Duly Noted

Michigan businesses, education experts launch effort to reexamine K-12 school funding


On Jan. 10, top business and education experts launched a comprehensive effort to reexamine how Michigan’s schools are funded. The School Finance Research Collab-orative is bringing together top industry experts to reexamine the state’s approach to funding K-12 schools to ensure all students are fully prepared for jobs and success, from the inner cities to the suburbs, to rural areas and the U.P.

“We must reexamine our approach so all students can achieve and succeed, regardless of race, household income, learning challenges or geography,” said Teresa Weatherall Neal, Grand Rapids Public Schools superintendent. “We need to provide access to a quality education to prepare students for the workforce of tomorrow for West Michigan’s economic success story to continue.”

Over the next year, the Collaborative will oversee a new, comprehensive school adequacy study that will create a new framework for funding Michigan’s schools to prepare all students for success in the classroom and beyond.

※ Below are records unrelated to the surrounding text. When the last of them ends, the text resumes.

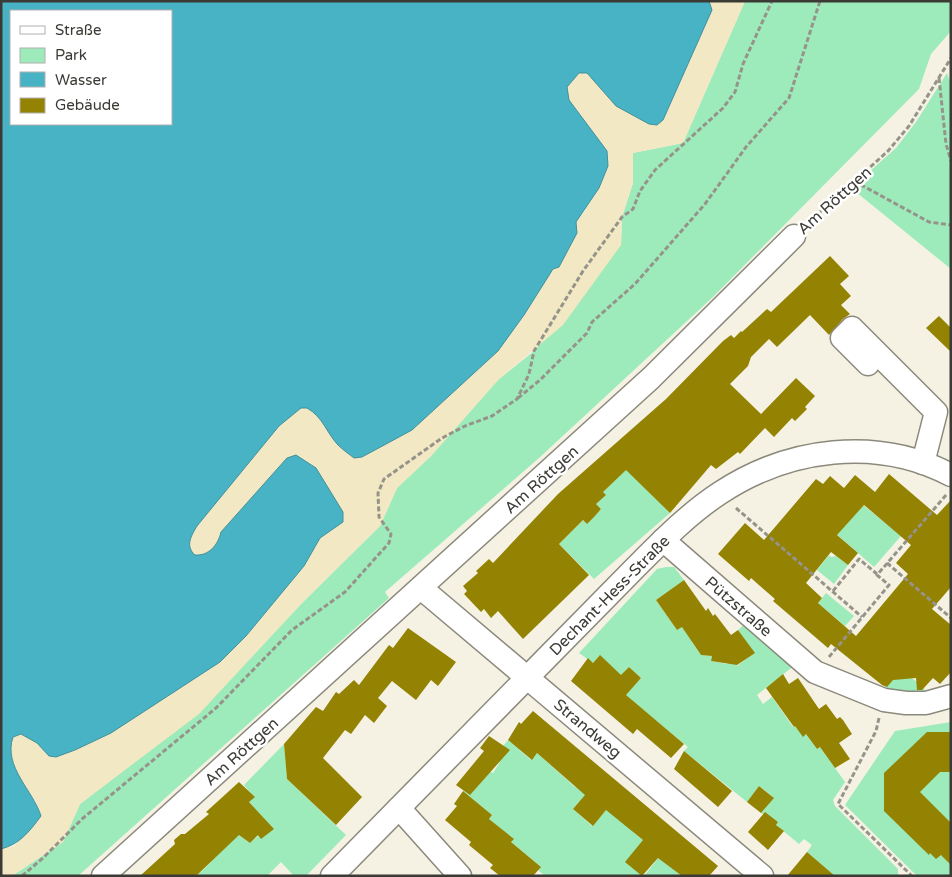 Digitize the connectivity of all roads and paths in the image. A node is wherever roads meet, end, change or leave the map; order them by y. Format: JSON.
{"nodes":[{"id":1,"x":772,"y":1,"type":"edge"},
{"id":2,"x":820,"y":1,"type":"edge"},
{"id":3,"x":951,"y":58,"type":"edge"},
{"id":4,"x":938,"y":76,"type":"junction"},
{"id":5,"x":951,"y":161,"type":"edge"},
{"id":6,"x":854,"y":181,"type":"junction"},
{"id":7,"x":951,"y":225,"type":"edge"},
{"id":8,"x":794,"y":236,"type":"joint"},
{"id":9,"x":868,"y":364,"type":"dead end"},
{"id":10,"x":517,"y":398,"type":"junction"},
{"id":11,"x":923,"y":463,"type":"junction"},
{"id":12,"x":951,"y":475,"type":"edge"},
{"id":13,"x":951,"y":490,"type":"edge"},
{"id":14,"x":719,"y":494,"type":"junction"},
{"id":15,"x":663,"y":540,"type":"junction"},
{"id":16,"x":887,"y":562,"type":"junction"},
{"id":17,"x":877,"y":574,"type":"junction"},
{"id":18,"x":421,"y":588,"type":"junction"},
{"id":19,"x":833,"y":591,"type":"junction"},
{"id":20,"x":862,"y":617,"type":"junction"},
{"id":21,"x":951,"y":618,"type":"edge"},
{"id":22,"x":816,"y":672,"type":"junction"},
{"id":23,"x":527,"y":676,"type":"junction"},
{"id":24,"x":951,"y":696,"type":"edge"},
{"id":25,"x":884,"y":700,"type":"junction"},
{"id":26,"x":399,"y":808,"type":"junction"},
{"id":27,"x":755,"y":874,"type":"edge"},
{"id":28,"x":910,"y":875,"type":"edge"},
{"id":29,"x":22,"y":876,"type":"edge"},
{"id":30,"x":103,"y":876,"type":"edge"},
{"id":31,"x":332,"y":876,"type":"edge"},
{"id":32,"x":460,"y":876,"type":"edge"}],
"edges":[{"from":1,"to":10,"type":"path"},
{"from":2,"to":10,"type":"path"},
{"from":3,"to":4,"type":"path","name":"Am Röttgen"},
{"from":4,"to":5,"type":"path"},
{"from":4,"to":6,"type":"path","name":"Am Röttgen"},
{"from":6,"to":7,"type":"path"},
{"from":6,"to":8,"type":"path","name":"Am Röttgen"},
{"from":8,"to":18,"type":"street","name":"Am Röttgen"},
{"from":9,"to":11,"type":"street"},
{"from":10,"to":29,"type":"path"},
{"from":11,"to":12,"type":"street","name":"Dechant-Hess-Straße"},
{"from":11,"to":14,"type":"street","name":"Dechant-Hess-Straße"},
{"from":13,"to":16,"type":"path"},
{"from":14,"to":15,"type":"street","name":"Dechant-Hess-Straße"},
{"from":14,"to":19,"type":"path"},
{"from":15,"to":22,"type":"street","name":"Pützstraße"},
{"from":15,"to":23,"type":"street","name":"Dechant-Hess-Straße"},
{"from":16,"to":17,"type":"path"},
{"from":16,"to":21,"type":"path"},
{"from":17,"to":19,"type":"path"},
{"from":17,"to":20,"type":"path"},
{"from":18,"to":23,"type":"street","name":"Strandweg"},
{"from":18,"to":30,"type":"street","name":"Am Röttgen"},
{"from":19,"to":20,"type":"path"},
{"from":20,"to":22,"type":"path"},
{"from":22,"to":25,"type":"street","name":"Pützstraße"},
{"from":23,"to":26,"type":"street","name":"Dechant-Hess-Straße"},
{"from":23,"to":27,"type":"street","name":"Strandweg"},
{"from":24,"to":25,"type":"street","name":"Pützstraße"},
{"from":25,"to":28,"type":"path"},
{"from":26,"to":31,"type":"street","name":"Dechant-Hess-Straße"},
{"from":26,"to":32,"type":"street"}]}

“As a member of West Michigan’s education and business community, I am honored and excited to be part of the School Finance Research Collaborative,” said Elizabeth Welch, Vice President of the East Grand Rapids Public School Board, and a Grand Rapids-based attorney. “We are a diverse and bipartisan group of business leaders and education experts, from West Michigan to the western U.P., who agree it’s time to change the way Michigan’s schools are funded.”

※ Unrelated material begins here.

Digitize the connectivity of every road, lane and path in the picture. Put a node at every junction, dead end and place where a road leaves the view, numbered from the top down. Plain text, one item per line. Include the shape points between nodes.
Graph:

“We need to collect the best, most complete and most accurate information on what it truly costs to educate our students,” said Wendy Falb, President of the Grand Rapids Public Schools Board of Education. “Leaders in West Michigan are proud to be a part of this important effort.”

The Collaborative is currently funded by the W.K. Kellogg Foundation. The report will build on the findings of the state-funded Michigan Education Finance Study, which was released in June 2016. The state-funded study was not a true “adequacy study.”

The Collaborative will also employ proven methodologies to generate a more accurate roadmap for school financing in Michigan.

Once accurate and comprehensive data are available, the Collaborative will work to communicate this critical information to Michigan policymakers, stakeholders and the public at large.